Stored items:

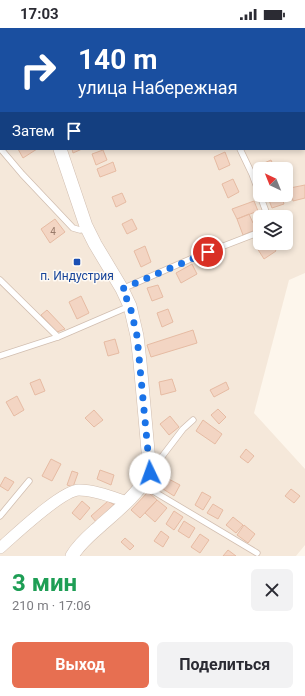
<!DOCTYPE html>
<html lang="ru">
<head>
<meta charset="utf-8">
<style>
	body { margin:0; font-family:Roboto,sans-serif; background:#f2f2f3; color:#2b2b33; height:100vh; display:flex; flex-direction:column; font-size:15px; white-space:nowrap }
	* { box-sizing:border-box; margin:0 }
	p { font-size:13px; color:#7c7c81 }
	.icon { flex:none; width:22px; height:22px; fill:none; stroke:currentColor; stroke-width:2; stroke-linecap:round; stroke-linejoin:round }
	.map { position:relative; height:528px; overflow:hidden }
	.side { display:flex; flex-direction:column; background:#fff; flex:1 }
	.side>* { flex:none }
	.banner { position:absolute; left:0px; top:0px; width:305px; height:122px; box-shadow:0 2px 6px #0003; background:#1a4fa0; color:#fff; overflow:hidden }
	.needle { width:26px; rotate:317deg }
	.buttons { position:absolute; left:253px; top:134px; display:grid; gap:8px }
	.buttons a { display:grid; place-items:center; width:40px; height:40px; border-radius:6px; background:#fff; box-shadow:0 2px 6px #0003; font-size:20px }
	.pin { position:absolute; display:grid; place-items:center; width:34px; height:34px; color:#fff; margin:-17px; border:2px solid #fff; border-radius:50%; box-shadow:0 1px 4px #0007 }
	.me { position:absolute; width:44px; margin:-22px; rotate:357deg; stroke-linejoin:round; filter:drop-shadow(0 0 3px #0008) }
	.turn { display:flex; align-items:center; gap:14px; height:84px; padding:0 12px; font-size:18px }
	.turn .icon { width:52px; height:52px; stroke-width:2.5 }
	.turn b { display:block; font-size:28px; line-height:34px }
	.then { display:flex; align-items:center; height:38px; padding:0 12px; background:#0003; gap:8px; font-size:15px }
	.round { display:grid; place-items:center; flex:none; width:42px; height:42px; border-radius:6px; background:#f2f2f3 }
	.head { display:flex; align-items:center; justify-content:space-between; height:68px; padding:0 12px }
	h1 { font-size:24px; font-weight:700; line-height:30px; color:#1e9e55 }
	.primary-button { display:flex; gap:8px; margin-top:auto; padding:8px 12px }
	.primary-button a { flex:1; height:46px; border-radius:6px; background:#e76f51; color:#fff; font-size:16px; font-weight:700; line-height:46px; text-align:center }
	.primary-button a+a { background:#f2f2f3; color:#2b2b33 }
	.status { display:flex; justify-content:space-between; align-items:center; height:28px; padding:0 20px; background:#fff; direction:ltr }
	.status svg { height:11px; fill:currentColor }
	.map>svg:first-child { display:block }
	.residential { fill:#f5e8da; fill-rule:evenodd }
	.building { fill:#f3d5c3; stroke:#e6bba3 }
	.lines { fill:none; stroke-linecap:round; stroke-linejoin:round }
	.service-casing { stroke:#d1beb0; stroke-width:7 }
	.minor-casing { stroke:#d1beb0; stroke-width:12 }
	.tertiary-casing { stroke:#d1beb0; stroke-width:14 }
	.service { stroke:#fff; stroke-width:5.5 }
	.minor { stroke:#fff; stroke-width:11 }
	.tertiary { stroke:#fff; stroke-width:13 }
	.route { stroke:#1a73e8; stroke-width:7; stroke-dasharray:0 12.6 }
	.transit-dot { fill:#1a4fb4; stroke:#fffaf3; stroke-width:1.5 }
	.labels { text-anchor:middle; stroke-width:3; stroke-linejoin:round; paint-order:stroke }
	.number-label { font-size:10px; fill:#987a6a }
	.transit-label { font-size:12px; fill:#164399; stroke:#fffaf3 }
</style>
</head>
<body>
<div class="status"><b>17:03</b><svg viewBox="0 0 49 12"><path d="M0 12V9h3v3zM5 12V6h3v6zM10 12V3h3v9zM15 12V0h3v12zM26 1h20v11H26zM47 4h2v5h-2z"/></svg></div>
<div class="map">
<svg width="305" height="528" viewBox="0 0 305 528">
	<rect width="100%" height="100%" fill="#fdf6ec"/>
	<path class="residential" d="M0,0L137,1H1V121H304L305,24V245L289,252L254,385L305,441V517L296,528H0ZM260,141H286V167H260ZM260,189H286V215H260Z"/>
	<path class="building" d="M18,121H37L23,130Z
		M72,121H82L73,125Z
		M103,122L107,132L96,137L92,126Z
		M225,124L230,137L219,142L214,129Z
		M271,132L274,139L269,141H260V145H258L255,139Z
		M113,134L116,143L100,149L97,141Z
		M233,151L239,164L228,170L222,156Z
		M305,157V170L293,173L290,160Z
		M122,165L126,174L116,179L112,169Z
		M267,167H281L284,176L272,180Z
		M254,173L258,183L237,191L232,181Z
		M249,186L253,195L260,192V200L243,207L237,191Z
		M55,191L65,204L50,215L41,201Z
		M132,191L137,201L127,206L122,196Z
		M265,215H271L276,223L264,231L257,220Z
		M145,218L151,234L141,239L134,223Z
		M192,236L197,246L181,255L176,245Z
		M158,257L163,269L152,273L147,260Z
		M81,268L89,285L77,291L69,274Z
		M168,281L173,294L162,299L157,285Z
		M47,282L65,301L57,304L41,287Z
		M193,302L197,315L151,329L147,317Z
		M115,311L119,325L108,328L104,314Z
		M40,351L45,363L35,367L30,355Z
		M172,351L176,363L161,367L159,354Z
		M226,354L229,361L214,369L210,362Z
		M17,368L24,382L14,388L6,374Z
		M218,381L226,389L219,396L211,387Z
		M94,382L103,392L94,399L85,390Z
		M170,388L179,399L169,407L160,396Z
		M203,392L222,406L215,416L196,403Z
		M246,421L254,428L248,435L240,429Z
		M51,431L61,436L52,453L42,448Z
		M100,442L114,447L111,457L97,451Z
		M72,443L78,445L73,459L67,457Z
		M5,449L14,454L8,463L0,458Z
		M165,449L180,457L174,468L160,459Z
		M291,461L300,468L294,475L285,468Z
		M148,464L157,472L140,490L131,482Z
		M202,464L211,469L203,482L195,477Z
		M157,472L167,480L155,494L145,485Z
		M82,473L90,480L80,492L72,485Z
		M108,473L116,478L97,495L91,488Z
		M213,476L223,482L218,491L207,485Z
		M174,483L183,489L174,502L166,496Z
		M233,489L243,497L236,505L226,497Z
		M184,493L195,500L189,510L178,503Z
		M244,497L255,506L248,515L237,507Z
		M161,503L169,509L163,519L154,513Z
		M200,506L209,512L200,525L191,519Z
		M125,510L134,518L130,522L121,514Z
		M228,522L236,528H223Z"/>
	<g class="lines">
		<g class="service-casing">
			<path id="service" d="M0,28L1,27
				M0,120L22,146L73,200L80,202L87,201
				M240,121L252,146L268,189
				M0,252L58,309
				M122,261L195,229L260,204
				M0,328L58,309L130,278
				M151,443L183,401L193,392
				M143,457L257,525
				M0,488L29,453"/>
		</g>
		<g class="minor-casing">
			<path id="minor" d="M0,520C15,507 62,462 79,462C95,462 112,469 127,474"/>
		</g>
		<g class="tertiary-casing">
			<path id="tertiary" d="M20,0L21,1
				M60,121L86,198L95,216L122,261L130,278L137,308L140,334L150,445C137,467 118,482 99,499C89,508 79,516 72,528"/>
		</g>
		<use href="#service" class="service"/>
		<use href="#minor" class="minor"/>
		<use href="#tertiary" class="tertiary"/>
	</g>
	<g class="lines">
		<path class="route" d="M150,445L137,308L130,278L122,261L208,224"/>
	</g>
	<rect class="transit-dot" x="73" y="230" width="8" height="8" rx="2"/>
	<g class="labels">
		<g class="number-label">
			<text x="53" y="207">4</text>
		</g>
		<g class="transit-label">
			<text x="77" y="252">п. Индустрия</text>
		</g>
	</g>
</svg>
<div class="buttons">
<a><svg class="needle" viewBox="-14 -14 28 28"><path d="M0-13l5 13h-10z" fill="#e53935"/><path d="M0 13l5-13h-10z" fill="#7c7c81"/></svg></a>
<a><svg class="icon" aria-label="layers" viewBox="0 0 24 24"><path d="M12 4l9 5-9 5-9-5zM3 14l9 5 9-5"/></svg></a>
</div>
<div class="pin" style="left:208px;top:224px;background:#d93025"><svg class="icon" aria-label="arrive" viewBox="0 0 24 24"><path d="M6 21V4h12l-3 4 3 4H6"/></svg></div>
<svg class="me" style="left:150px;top:445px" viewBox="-20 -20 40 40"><circle r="19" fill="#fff"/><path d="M0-13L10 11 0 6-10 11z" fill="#1a73e8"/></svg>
<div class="banner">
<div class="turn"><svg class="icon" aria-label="right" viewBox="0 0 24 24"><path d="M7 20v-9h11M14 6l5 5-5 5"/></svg><div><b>140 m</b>улица Набережная</div></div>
<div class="then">Затем<svg class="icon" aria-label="arrive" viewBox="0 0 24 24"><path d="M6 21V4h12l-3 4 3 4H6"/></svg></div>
</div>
</div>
<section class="side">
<div class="head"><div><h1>3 мин</h1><p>210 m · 17:06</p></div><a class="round"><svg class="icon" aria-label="close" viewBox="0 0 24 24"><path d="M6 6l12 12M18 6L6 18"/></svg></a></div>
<div class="primary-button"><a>Выход</a><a>Поделиться</a></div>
</section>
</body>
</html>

Problem description:
Where does the word "rotate" appear in the records above? Return every line that holds it.

Finished task:
	.needle { width:26px; rotate:317deg }
	.me { position:absolute; width:44px; margin:-22px; rotate:357deg; stroke-linejoin:round; filter:drop-shadow(0 0 3px #0008) }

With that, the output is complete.